Maybe it was the scolding his friend George had given him that afternoon, the stern instructions to quit mooning over Maggie, the offer to fix him up with yet another boring stranger. Or maybe it was just closing night. And he did like Carmen. She had shared with him the ups and downs of her affair with the stage manager until the final rupture two weeks ago; and Nick had told her a little about his wife’s sad death. Carmen was sympathetic, bright, and straightforward once you got past the facade. Back in Missouri she had been Susie May Holman, queen of her county fair, though she had decided that Carmen suited her dark-eyed and billowy beauty better. Perhaps it did. But Nick was fond too of the Susie May who still glowed beneath the veneer of studied glamour. They got along. Maybe she could help him forget. Hell, give it a try.
He said, “I’ll meet you at the
stage door in ten minutes, okay? I’ll just go get Zelle.”
“Great!” There was delight in Carmen’s angular smile. “I love Zelle.”
In the men’s dressing room, he let his wriggly black cocker spaniel puppy out of her crate and accepted her enthusiastic greeting.

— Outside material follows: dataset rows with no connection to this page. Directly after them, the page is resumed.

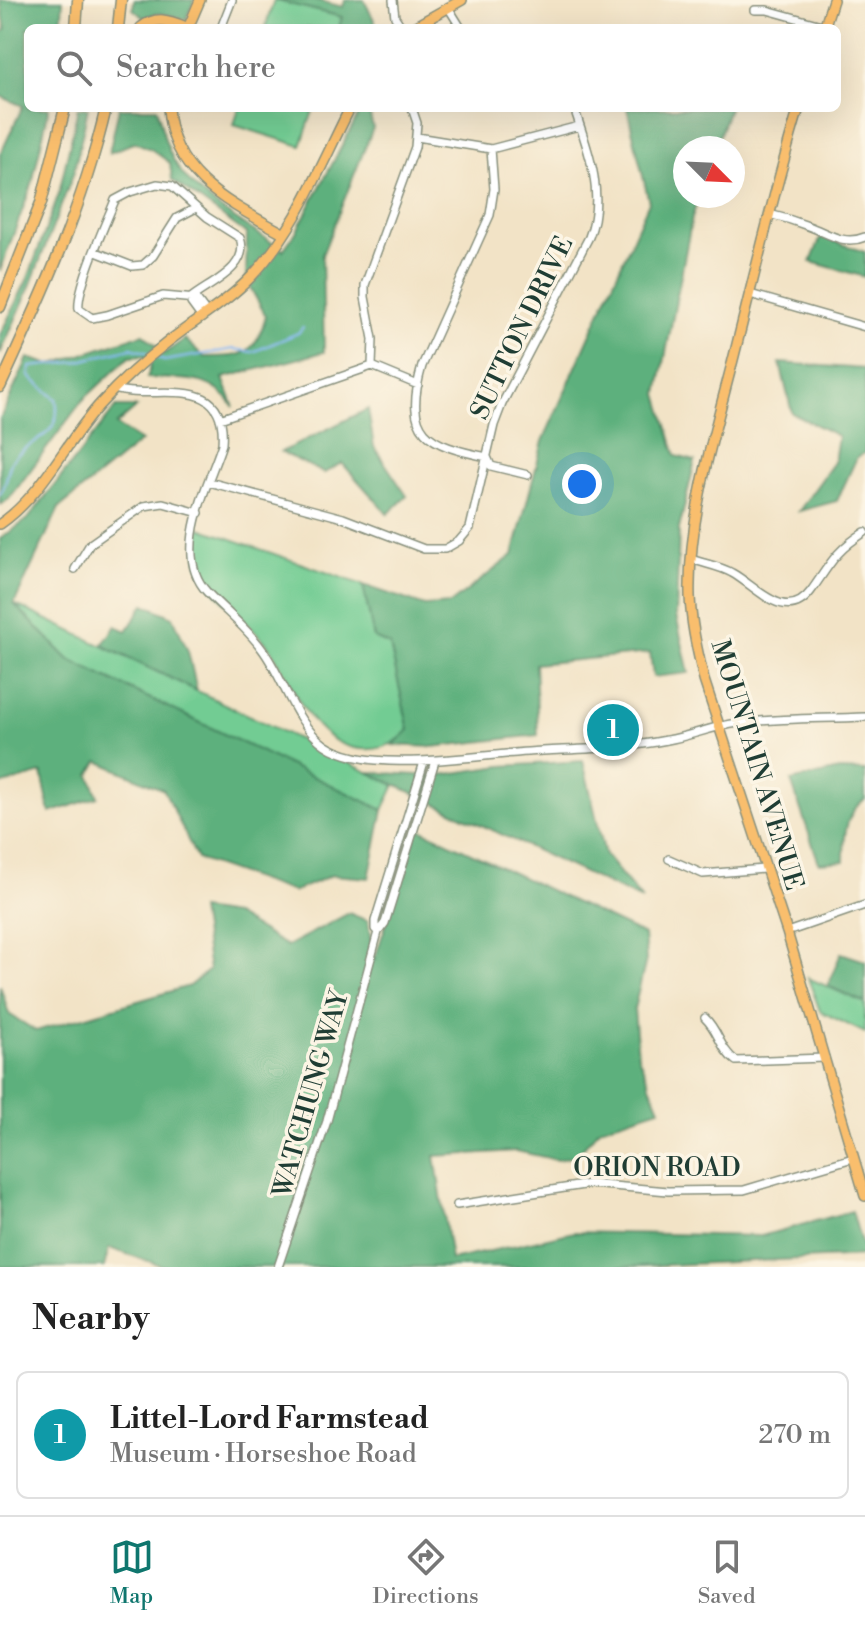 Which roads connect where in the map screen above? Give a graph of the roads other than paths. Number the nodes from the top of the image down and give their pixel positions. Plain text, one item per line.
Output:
1 (78, 0) edge
2 (121, 0) edge
3 (200, 0) edge
4 (232, 0) edge
5 (393, 0) edge
6 (462, 0) edge
7 (833, 0) edge
8 (448, 7) junction
9 (755, 10) dead end
10 (76, 24) edge
11 (118, 24) edge
12 (147, 24) edge
13 (176, 24) edge
14 (190, 24) edge
15 (223, 24) edge
16 (399, 24) edge
17 (419, 24) edge
18 (459, 24) edge
19 (814, 24) edge
20 (825, 24) edge
21 (64, 112) edge
22 (105, 112) edge
23 (169, 112) edge
24 (348, 112) edge
25 (413, 112) edge
26 (575, 112) edge
27 (798, 112) edge
28 (579, 126) junction
29 (417, 137) junction
30 (491, 149) junction
31 (196, 208) junction
32 (769, 214) junction
33 (283, 233) junction
34 (865, 237) edge
35 (96, 252) junction
36 (750, 294) junction
37 (191, 298) junction
38 (0, 307) edge
39 (204, 316) junction
40 (865, 327) edge
41 (372, 366) junction
42 (418, 385) junction
43 (0, 387) edge
44 (114, 389) junction
45 (220, 419) junction
46 (487, 457) junction
47 (528, 475) dead end
48 (209, 482) junction
49 (199, 513) junction
50 (0, 524) edge
51 (865, 532) edge
52 (691, 559) junction
53 (75, 569) dead end
54 (865, 717) edge
55 (719, 725) junction
56 (435, 761) junction
57 (424, 762) junction
58 (669, 859) dead end
59 (764, 869) junction
60 (865, 905) edge
61 (378, 932) junction
62 (787, 932) junction
63 (705, 1018) dead end
64 (825, 1058) junction
65 (853, 1158) junction
66 (865, 1193) edge
67 (457, 1205) dead end
68 (278, 1267) edge

1 - 10 highway
2 - 11 highway
3 - 14 main road
4 - 15 street
5 - 16 street
6 - 8 main road
7 - 20 main road
8 - 17 main road
8 - 18 street
9 - 19 street
12 - 13 highway
21 - 38 highway
22 - 43 highway
23 - 33 main road
24 - 33 main road
25 - 29 street
26 - 28 street, SUTTON DRIVE
27 - 32 main road, MOUNTAIN AVENUE
28 - 30 street
28 - 46 street, SUTTON DRIVE
29 - 30 street
29 - 41 street
30 - 42 street
31 - 35 street
31 - 35 street
31 - 37 street
32 - 34 street
32 - 36 main road, MOUNTAIN AVENUE
33 - 39 main road
35 - 37 street
36 - 40 street
36 - 52 main road, MOUNTAIN AVENUE
37 - 39 street
39 - 44 main road
41 - 42 street
41 - 45 street
42 - 46 street
44 - 45 street
44 - 50 main road
45 - 48 street
46 - 47 street
46 - 48 street, SUTTON DRIVE
48 - 49 street
49 - 53 street
49 - 57 street
51 - 52 street
52 - 55 main road, MOUNTAIN AVENUE
54 - 55 street
55 - 56 street
55 - 59 main road, MOUNTAIN AVENUE
56 - 57 street
56 - 61 street, WATCHUNG WAY
57 - 61 street, WATCHUNG WAY
58 - 59 street
59 - 62 main road, MOUNTAIN AVENUE
60 - 62 street
61 - 68 street, WATCHUNG WAY
62 - 64 main road, MOUNTAIN AVENUE
63 - 64 street
64 - 65 main road, MOUNTAIN AVENUE
65 - 66 main road, MOUNTAIN AVENUE
65 - 67 street, ORION ROAD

Then he peeled off his pink tights, pulled on his jeans, and carried her down to wait for Carmen at the stage door.
He woke at that lowest of times, three-thirty in the morning, too warm, and too close to having a headache, and too lonely. Beside him, the queen of the county fair sprawled sleeping, as lascivious and irrelevant as a Playboy centerfold. The rank sweat of an enseamed bed. Nick turned his face from her.

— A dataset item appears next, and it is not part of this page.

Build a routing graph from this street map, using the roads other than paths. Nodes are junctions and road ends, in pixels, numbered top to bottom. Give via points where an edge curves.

Last night, Carmen had been sweet and appreciative, eager in her lovemaking, timid in her suggestion afterward that something more permanent might be worked out, philosophical in her acceptance of his statement that he wasn’t ready.
“Yeah. We’ll go slow,” she had said. “It’ll probably take a while. You know, your wife dying and everything.”
“I guess that’s it. I’m just not ready for a commitment.”
Which was a lie. He was committed already. To Maggie, who didn’t want him. And now, at three-thirty, when the dark parts of the mind stir in their sleep and make their presence known, Nick felt like a liar. Stewed in corruption. A filthy creature worthy of Jonson’s play. Nick the pig-man, taking off his steamy bawd’s breasts to rut in the hay with the queen of the county fair. God. Sweet Susie May, with her enthusiasm and her shy hopeful desire for commitment, deserved more than the pig-man could give her.
He sat up quietly on the edge of the bed and reached for his shirt. He needed his own apartment now, the honest loneliness of his empty bed and coffeepot for one. As he buckled his belt, Carmen stirred.
“You okay?” she asked drowsily.
“Yeah. Zelle and I just got the urge to go home.”
“Oh. Okay. Listen, you want a cup of coffee or something?”
“It’ll be better if I just go,” he said, loathing himself. Carmen was no one-night stand. Accepting her invitation had been a promise, he had known that. A promise to give this new intimacy a fair chance. A promise he couldn’t keep.